■ **Entries shown**:
=== Section Start ===

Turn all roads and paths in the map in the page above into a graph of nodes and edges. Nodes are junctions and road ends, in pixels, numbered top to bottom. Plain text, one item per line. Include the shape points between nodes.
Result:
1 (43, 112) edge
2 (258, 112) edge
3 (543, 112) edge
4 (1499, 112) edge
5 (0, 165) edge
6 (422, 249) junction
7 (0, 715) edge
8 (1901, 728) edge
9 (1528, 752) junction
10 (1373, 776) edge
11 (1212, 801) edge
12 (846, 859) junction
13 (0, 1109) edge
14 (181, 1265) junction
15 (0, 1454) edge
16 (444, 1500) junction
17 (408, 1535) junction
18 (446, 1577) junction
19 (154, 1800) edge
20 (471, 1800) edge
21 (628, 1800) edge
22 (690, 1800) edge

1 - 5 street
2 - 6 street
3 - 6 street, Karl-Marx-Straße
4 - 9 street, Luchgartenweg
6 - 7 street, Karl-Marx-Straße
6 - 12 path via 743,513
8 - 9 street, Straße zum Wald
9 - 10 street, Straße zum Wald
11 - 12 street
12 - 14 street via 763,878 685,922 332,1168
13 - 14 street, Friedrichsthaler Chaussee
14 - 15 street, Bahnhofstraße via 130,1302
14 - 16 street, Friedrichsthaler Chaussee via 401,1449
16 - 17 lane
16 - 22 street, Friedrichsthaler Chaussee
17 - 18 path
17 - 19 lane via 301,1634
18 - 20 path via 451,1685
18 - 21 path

=== Section End ===

■ **Description of the task**: Return the whole listing, word for word.

■ **Exercise answer**:
Turn all roads and paths in the map in the page above into a graph of nodes and edges. Nodes are junctions and road ends, in pixels, numbered top to bottom. Plain text, one item per line. Include the shape points between nodes.
Result:
1 (43, 112) edge
2 (258, 112) edge
3 (543, 112) edge
4 (1499, 112) edge
5 (0, 165) edge
6 (422, 249) junction
7 (0, 715) edge
8 (1901, 728) edge
9 (1528, 752) junction
10 (1373, 776) edge
11 (1212, 801) edge
12 (846, 859) junction
13 (0, 1109) edge
14 (181, 1265) junction
15 (0, 1454) edge
16 (444, 1500) junction
17 (408, 1535) junction
18 (446, 1577) junction
19 (154, 1800) edge
20 (471, 1800) edge
21 (628, 1800) edge
22 (690, 1800) edge

1 - 5 street
2 - 6 street
3 - 6 street, Karl-Marx-Straße
4 - 9 street, Luchgartenweg
6 - 7 street, Karl-Marx-Straße
6 - 12 path via 743,513
8 - 9 street, Straße zum Wald
9 - 10 street, Straße zum Wald
11 - 12 street
12 - 14 street via 763,878 685,922 332,1168
13 - 14 street, Friedrichsthaler Chaussee
14 - 15 street, Bahnhofstraße via 130,1302
14 - 16 street, Friedrichsthaler Chaussee via 401,1449
16 - 17 lane
16 - 22 street, Friedrichsthaler Chaussee
17 - 18 path
17 - 19 lane via 301,1634
18 - 20 path via 451,1685
18 - 21 path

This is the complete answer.